A major focus of the group is on understanding the physiologic significance and control of targeted lymphocyte trafficking. To this end, we are studying the specialized homing mechanisms and functional properties of tissue infiltrating lymphocytes involved in local immune, autoimmune and regulatory responses in the GI tract (intestines, liver), skin, lungs, and other sites. Genetic, antibody and small molecule-based approaches allow us to define the role of trafficking molecules and mechanisms in models of autoimmune and infectious diseases. We are also exploring mechanisms that imprint lymphocyte homing and chemokine receptor expression during tissue-specific immune responses, and are developing techniques to recapitulate such regulation in vitro for cell targeting and therapy. Dendritic cells (DC) play an important role in this context, and we are interested in the mechanisms by which specialized DC interpret and process local environmental signals (e.g. vitamins, metabolites, cytokines) to control T cell trafficking and regulatory vs. effector activities.

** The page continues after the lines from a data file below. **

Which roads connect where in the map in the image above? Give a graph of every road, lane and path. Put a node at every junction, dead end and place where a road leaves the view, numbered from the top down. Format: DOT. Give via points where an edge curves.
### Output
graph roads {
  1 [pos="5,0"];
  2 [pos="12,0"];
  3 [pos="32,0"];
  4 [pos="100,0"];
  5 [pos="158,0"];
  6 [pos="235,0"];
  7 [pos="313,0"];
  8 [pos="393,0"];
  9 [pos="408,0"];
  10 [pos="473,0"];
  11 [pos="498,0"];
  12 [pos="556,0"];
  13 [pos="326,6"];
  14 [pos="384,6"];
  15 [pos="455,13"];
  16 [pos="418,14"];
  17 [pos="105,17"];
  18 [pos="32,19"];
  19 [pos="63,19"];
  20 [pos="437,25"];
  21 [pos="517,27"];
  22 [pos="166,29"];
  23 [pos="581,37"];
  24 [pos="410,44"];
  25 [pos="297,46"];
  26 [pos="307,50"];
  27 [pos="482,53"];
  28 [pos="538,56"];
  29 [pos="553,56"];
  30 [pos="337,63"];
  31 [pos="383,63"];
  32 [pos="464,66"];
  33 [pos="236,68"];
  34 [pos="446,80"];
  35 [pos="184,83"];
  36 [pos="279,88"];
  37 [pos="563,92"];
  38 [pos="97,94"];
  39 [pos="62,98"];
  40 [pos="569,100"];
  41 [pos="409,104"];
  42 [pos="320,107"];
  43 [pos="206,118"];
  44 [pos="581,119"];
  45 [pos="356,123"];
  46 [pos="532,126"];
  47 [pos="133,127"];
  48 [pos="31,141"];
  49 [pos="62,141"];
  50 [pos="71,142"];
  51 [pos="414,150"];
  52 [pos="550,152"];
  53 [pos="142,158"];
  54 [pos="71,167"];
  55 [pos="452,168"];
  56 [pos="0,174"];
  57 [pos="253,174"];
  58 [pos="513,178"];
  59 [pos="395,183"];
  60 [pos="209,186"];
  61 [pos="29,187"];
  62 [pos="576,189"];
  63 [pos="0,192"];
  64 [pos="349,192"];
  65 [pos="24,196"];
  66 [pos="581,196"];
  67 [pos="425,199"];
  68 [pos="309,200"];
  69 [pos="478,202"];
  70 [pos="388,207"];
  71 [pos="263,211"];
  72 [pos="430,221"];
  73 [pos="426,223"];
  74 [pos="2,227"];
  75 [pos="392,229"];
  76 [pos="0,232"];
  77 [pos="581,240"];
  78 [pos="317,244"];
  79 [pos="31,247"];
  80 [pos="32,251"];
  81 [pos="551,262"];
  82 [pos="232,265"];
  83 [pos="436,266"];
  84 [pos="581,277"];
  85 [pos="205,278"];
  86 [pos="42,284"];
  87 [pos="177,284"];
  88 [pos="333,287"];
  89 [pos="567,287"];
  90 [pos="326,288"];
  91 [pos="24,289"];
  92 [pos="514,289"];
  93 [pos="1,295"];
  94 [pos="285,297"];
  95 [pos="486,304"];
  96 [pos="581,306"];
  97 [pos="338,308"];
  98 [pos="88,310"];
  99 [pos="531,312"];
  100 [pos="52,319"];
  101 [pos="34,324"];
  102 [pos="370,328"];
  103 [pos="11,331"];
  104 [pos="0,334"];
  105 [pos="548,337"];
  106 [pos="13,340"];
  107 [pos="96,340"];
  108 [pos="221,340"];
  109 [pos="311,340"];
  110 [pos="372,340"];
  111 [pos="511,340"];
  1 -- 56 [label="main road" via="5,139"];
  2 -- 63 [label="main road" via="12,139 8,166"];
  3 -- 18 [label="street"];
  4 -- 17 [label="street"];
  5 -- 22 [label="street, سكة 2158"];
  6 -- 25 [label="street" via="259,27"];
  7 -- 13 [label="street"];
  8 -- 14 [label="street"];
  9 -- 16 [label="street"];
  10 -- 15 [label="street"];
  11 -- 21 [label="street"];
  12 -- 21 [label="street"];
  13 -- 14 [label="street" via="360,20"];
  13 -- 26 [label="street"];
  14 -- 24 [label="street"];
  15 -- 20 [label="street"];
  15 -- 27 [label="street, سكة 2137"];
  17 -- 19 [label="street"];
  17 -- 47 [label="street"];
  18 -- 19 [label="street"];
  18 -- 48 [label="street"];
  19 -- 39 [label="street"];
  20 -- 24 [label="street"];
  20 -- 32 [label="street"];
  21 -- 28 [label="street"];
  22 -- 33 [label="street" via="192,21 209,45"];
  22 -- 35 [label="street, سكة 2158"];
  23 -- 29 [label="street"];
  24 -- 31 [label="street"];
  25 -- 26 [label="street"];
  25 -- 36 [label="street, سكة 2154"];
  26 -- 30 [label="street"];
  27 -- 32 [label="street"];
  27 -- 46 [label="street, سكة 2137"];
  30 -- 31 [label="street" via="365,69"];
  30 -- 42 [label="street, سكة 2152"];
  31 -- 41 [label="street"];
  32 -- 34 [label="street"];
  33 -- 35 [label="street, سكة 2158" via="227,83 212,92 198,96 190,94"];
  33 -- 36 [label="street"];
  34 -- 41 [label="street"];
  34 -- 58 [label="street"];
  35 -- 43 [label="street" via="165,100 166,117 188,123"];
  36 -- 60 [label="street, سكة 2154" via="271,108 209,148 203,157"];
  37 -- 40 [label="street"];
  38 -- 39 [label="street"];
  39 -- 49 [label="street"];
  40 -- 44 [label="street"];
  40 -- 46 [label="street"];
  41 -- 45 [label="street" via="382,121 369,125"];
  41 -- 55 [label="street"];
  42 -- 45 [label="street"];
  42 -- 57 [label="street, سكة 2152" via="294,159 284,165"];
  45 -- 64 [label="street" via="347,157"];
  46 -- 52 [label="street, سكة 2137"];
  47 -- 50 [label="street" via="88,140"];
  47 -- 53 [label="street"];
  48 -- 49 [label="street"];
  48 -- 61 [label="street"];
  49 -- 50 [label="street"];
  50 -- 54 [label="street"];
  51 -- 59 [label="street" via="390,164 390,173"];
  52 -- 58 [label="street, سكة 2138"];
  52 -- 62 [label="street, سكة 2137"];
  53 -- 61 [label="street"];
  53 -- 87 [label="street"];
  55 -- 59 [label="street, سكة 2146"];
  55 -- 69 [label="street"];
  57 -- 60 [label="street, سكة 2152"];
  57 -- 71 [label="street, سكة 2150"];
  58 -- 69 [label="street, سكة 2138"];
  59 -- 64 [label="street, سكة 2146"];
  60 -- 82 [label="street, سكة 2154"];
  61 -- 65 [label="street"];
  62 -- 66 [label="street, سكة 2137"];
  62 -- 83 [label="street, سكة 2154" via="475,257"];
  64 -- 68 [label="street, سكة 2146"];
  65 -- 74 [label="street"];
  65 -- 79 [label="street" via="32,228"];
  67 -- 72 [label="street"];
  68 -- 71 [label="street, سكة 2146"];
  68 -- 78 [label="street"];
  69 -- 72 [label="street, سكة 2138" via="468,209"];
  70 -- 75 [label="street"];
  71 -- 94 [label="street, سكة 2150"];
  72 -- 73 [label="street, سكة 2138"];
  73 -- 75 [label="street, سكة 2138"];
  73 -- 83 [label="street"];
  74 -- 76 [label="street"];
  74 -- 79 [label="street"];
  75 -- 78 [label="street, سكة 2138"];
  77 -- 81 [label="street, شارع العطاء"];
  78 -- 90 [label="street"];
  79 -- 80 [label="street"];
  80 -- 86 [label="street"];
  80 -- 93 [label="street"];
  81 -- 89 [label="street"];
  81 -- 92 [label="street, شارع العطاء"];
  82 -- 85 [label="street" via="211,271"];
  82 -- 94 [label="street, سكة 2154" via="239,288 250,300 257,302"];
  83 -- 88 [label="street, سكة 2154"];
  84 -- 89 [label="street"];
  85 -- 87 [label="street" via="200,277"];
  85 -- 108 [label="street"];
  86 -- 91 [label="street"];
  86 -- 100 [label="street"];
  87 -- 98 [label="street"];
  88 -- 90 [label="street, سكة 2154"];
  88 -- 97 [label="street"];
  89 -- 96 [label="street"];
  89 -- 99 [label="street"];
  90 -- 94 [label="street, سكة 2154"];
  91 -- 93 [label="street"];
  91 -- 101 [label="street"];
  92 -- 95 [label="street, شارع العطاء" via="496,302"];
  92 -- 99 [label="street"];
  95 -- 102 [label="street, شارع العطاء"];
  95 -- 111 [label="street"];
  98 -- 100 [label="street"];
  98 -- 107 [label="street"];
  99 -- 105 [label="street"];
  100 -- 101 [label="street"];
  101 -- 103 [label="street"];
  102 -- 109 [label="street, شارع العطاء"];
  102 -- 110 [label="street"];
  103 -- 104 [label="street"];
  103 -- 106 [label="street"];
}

In other investigations, we have identified novel lymphocyte, dendritic cell and macrophage chemoattractants and receptors, as well as monocyte and arterial wall endothelial molecules that regulate monocyte-endothelial interactions in models of atherogenesis. We are interested in the structure and function of these molecules, and their importance in disease models. Finally, we have shown that leukocytes can effectively navigate through complex chemoattractant arrays, and we are exploring the mechanisms that permit this surprising behavior through computer simulations of chemotactic behavior, and through experimental manipulation of the molecules and receptors involved.